Ilove I suppose the concern there would be that if being awarded all of it stopped you needing to pursue the NHS, those with children not disabled through NHS error would be left behind.

Somewhere along the line there is always a big worry like that

I had a disabled sister whose birth was the fault of the medical profession and went through the process.

It shouldn't be a lengthy process is my only point.

Thanks Two -- will leave your thread. I've been through it, and didn't know it was members only.

isn't it terrible how long it takes(9 years and counting here) if you are l"lucky" enogh to have a case and win, years have gone by by then.

i am told there are likely to be some 'no fault' compensation schemes through some pcts fairly soon as it is felt that the costs of fighting complicated legal suits may actually cost more in the long run than just paying out in cases of 'damage' whether culpable or otherwise. i know it has been suggested in the past, but it seems likelier now, and i think they are even trialling it soon in the pct where dd2 was born.
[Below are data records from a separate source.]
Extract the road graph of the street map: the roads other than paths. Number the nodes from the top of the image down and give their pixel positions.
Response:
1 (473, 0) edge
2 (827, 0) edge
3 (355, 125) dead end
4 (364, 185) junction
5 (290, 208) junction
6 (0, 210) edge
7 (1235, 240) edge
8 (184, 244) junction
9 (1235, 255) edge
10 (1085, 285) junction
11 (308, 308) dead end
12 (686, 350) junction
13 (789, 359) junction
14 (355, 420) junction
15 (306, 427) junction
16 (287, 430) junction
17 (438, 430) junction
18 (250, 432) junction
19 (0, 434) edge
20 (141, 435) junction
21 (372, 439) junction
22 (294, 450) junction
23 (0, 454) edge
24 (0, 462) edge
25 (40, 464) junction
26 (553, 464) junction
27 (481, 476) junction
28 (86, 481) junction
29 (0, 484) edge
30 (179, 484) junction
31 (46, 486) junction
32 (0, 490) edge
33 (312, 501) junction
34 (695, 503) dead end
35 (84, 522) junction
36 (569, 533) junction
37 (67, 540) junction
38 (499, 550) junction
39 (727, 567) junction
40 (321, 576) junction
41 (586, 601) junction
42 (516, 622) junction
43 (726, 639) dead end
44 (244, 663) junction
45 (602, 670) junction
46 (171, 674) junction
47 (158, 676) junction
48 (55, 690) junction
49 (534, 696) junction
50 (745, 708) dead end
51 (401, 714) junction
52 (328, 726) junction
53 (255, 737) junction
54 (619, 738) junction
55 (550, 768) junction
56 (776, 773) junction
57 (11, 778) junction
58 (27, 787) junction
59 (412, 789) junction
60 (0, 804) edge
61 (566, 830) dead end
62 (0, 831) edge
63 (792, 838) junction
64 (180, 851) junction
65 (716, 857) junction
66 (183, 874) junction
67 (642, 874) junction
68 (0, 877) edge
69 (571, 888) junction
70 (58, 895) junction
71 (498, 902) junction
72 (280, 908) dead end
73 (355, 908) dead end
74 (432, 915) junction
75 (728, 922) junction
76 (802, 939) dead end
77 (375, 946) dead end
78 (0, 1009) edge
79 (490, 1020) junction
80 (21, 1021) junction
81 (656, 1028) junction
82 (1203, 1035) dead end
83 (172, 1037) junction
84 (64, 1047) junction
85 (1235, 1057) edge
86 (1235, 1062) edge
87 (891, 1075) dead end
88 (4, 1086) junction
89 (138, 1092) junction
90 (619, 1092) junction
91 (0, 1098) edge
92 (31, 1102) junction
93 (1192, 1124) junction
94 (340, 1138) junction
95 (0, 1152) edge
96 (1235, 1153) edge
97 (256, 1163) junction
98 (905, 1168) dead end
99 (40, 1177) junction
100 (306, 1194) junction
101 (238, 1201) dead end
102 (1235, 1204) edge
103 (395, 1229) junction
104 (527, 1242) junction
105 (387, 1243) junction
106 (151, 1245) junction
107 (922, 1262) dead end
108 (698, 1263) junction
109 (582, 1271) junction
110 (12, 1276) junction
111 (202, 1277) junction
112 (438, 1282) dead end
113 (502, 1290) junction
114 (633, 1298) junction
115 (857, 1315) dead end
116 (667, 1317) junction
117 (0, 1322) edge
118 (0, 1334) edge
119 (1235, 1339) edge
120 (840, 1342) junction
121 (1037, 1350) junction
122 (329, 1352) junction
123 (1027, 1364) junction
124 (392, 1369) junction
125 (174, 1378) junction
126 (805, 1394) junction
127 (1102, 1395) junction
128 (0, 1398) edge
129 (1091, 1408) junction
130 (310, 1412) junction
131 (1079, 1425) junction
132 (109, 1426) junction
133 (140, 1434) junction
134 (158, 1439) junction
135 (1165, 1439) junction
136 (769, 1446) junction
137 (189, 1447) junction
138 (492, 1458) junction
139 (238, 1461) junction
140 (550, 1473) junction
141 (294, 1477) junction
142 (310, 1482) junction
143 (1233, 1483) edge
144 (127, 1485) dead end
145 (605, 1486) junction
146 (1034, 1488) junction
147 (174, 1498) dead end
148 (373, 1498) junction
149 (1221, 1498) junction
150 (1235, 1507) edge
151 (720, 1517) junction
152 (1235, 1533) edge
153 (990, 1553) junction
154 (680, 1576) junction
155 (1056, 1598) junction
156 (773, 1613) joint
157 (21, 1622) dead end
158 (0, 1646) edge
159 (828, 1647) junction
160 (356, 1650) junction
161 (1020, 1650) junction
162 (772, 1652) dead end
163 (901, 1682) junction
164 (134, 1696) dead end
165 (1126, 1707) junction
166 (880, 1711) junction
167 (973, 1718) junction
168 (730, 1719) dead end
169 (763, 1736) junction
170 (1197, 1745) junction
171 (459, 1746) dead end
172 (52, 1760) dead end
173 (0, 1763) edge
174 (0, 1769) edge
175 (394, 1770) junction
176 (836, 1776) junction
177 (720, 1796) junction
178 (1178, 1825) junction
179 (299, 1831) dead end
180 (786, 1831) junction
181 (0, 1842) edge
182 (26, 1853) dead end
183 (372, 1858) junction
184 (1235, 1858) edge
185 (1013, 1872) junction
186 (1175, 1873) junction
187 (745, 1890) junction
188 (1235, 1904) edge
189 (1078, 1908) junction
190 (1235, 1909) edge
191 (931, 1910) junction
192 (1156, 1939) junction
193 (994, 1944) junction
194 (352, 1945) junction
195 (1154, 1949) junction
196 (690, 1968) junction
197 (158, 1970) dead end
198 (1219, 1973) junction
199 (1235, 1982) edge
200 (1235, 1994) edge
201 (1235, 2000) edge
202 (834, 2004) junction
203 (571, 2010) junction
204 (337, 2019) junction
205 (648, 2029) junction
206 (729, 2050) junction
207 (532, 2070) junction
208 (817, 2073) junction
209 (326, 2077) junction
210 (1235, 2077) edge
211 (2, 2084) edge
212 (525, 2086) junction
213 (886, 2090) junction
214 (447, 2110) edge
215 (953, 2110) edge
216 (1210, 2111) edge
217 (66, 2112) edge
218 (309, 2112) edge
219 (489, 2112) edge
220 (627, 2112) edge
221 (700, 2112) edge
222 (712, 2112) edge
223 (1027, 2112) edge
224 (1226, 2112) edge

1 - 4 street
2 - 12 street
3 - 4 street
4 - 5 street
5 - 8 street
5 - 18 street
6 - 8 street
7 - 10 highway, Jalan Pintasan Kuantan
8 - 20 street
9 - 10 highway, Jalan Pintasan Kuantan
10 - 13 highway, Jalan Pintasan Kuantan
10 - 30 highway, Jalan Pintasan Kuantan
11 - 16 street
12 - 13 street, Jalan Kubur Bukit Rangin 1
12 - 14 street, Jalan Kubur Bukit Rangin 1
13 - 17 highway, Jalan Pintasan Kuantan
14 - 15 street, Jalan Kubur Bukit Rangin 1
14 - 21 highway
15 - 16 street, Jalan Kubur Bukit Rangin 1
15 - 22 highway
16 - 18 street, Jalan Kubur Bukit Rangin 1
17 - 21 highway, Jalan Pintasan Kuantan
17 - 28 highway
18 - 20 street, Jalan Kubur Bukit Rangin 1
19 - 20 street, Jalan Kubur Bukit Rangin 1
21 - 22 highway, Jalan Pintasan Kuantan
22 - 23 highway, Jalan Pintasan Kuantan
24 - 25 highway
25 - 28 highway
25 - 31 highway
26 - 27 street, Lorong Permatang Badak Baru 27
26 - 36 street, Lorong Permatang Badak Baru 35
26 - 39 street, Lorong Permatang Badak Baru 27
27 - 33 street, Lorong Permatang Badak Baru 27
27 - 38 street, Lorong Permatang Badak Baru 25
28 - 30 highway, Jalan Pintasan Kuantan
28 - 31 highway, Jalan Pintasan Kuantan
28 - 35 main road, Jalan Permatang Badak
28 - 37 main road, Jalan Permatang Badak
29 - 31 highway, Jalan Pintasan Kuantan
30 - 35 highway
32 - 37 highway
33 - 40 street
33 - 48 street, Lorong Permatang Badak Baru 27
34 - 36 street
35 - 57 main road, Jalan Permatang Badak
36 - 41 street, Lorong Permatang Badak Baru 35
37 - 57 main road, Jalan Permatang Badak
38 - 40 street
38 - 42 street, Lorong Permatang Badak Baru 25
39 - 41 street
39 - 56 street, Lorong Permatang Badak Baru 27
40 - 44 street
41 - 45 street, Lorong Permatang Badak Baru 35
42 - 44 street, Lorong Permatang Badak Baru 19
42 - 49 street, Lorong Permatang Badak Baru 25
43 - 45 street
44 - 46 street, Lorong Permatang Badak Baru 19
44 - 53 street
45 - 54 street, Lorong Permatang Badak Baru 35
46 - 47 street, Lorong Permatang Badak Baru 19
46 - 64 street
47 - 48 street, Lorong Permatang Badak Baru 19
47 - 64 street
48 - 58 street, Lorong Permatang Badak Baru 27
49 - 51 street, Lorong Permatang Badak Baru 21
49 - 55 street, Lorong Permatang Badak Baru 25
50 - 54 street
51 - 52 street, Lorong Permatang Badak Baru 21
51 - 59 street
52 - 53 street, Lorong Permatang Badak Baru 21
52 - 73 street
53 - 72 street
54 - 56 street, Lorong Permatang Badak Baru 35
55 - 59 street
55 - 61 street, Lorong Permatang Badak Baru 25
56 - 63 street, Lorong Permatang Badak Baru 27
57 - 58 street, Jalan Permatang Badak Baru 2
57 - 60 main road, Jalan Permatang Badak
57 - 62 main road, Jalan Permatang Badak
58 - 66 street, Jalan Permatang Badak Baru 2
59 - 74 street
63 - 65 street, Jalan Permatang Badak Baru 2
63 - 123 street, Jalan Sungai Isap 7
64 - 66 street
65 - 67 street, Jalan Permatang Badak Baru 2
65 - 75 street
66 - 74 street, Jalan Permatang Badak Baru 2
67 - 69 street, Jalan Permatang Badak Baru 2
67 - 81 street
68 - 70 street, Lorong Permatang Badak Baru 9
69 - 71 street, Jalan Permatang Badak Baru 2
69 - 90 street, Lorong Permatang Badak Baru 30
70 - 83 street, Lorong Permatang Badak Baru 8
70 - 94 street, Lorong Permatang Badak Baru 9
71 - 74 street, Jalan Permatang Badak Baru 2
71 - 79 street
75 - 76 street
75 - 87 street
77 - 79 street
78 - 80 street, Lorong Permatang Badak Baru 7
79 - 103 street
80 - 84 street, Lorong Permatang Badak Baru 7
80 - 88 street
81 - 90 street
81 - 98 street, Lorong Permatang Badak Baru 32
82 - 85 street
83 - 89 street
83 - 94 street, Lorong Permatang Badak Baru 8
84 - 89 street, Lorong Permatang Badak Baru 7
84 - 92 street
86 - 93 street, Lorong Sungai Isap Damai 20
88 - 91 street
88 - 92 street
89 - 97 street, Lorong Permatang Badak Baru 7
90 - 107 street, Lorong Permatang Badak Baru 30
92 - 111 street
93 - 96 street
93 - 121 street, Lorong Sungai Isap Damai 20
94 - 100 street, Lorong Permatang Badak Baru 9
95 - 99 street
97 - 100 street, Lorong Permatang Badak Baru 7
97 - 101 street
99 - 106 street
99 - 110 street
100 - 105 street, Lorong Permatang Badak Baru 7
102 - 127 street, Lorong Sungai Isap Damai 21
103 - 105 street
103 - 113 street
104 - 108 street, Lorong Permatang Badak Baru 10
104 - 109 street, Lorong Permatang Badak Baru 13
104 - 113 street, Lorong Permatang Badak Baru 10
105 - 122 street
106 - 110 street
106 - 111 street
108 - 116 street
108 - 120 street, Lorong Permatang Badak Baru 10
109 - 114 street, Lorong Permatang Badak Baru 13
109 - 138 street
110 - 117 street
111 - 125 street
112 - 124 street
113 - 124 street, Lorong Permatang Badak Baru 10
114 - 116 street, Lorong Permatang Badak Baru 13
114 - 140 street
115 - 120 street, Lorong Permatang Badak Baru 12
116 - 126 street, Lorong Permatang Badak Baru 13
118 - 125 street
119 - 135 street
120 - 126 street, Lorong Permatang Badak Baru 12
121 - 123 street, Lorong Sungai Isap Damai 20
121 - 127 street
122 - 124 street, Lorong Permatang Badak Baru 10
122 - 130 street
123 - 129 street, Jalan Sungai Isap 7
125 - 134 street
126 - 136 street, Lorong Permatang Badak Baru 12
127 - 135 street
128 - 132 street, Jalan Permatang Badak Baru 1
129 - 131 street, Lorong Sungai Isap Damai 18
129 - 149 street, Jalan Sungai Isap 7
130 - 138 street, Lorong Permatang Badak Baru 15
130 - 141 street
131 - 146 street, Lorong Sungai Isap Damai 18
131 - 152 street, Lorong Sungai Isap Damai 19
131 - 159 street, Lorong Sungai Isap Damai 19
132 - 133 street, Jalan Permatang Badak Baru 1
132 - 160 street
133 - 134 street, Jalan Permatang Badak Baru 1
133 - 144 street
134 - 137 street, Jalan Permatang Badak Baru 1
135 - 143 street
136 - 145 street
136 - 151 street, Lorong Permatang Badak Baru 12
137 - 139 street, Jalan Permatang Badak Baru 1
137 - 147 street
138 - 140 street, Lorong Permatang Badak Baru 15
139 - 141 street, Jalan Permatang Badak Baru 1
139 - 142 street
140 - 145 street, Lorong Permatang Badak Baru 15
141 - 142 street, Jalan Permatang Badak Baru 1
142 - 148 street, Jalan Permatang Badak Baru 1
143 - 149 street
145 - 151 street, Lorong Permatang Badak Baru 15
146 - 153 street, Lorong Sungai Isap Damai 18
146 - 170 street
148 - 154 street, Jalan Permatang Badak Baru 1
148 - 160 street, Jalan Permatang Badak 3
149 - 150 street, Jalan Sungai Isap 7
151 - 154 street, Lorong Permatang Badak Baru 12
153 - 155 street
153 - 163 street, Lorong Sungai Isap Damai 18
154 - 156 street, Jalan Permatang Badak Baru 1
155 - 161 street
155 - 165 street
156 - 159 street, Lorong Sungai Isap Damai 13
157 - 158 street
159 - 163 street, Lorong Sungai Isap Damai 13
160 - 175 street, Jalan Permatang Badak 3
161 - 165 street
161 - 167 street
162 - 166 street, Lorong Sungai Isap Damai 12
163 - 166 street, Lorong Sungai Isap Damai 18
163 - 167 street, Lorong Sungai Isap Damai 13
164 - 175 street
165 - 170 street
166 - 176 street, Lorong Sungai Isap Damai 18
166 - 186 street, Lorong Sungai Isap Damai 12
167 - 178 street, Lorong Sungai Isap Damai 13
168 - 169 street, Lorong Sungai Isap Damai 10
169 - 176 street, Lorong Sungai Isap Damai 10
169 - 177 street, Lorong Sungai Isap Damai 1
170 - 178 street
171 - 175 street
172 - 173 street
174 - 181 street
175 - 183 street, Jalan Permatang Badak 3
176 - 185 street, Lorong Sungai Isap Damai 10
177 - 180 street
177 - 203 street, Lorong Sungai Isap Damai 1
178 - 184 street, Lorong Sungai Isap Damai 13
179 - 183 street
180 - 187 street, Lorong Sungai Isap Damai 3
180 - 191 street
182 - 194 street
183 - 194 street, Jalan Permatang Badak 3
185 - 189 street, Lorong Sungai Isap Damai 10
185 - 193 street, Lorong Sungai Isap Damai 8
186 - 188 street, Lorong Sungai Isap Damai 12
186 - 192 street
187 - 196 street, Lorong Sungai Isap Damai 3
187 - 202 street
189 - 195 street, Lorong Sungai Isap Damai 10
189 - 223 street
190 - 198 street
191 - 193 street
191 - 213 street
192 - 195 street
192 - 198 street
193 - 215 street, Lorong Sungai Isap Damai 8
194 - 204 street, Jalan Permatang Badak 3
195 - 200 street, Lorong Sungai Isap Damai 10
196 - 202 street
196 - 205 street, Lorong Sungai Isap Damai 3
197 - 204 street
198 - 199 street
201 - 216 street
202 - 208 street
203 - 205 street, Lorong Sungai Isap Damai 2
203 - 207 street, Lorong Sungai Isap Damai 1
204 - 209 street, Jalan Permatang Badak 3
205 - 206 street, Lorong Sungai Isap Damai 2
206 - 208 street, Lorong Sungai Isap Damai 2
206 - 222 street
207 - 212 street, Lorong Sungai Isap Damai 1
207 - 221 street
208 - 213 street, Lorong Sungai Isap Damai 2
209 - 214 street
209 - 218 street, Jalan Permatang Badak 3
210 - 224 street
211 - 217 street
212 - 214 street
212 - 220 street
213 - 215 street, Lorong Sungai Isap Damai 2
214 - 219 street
she won't be eligible as our investigation is already running, but we aren't expecting to be awarded compensation in any case. we would just like to know how she ended up with brain damage from hypoxia at birth. we may not ever know, but at least we will have tried our best to find out.

I have just googled NHS Director jobs. Here is a link: www.executivesontheweb.com/nhs-director-jobs
I'm sorry, but if they have the money to spend hundreds of pounds a DAY on a director's/senior manager's job, then they can divert some of that money for caring for those with severe disabilities.

Er, it's not my thread.

but that only happens once you have "won"

Er, you're acting as if it's your thread.

The comment that you hoped I learned something and that I was just musing was rather offensive. You want my credentials?

If a system existed whereby cases could be heard quickly and at least the first hurdle as far as establishing negligence or even a no fault system, then assessing damages obviously would need to be done in stages, with interim payments made at regular intervals as it exists now.

As far as the people in this article, all of the money will obviously go towards the child and his physical needs. So, if the case hadn't been pursued, they wouldn't be able to take care of him adequately. So, my point is that in an ideal world, it shouldn't have to get to this stage as there would be preventative measures, including an assessment at an early stage thereby hopefully eradicating the reasons to take it to court.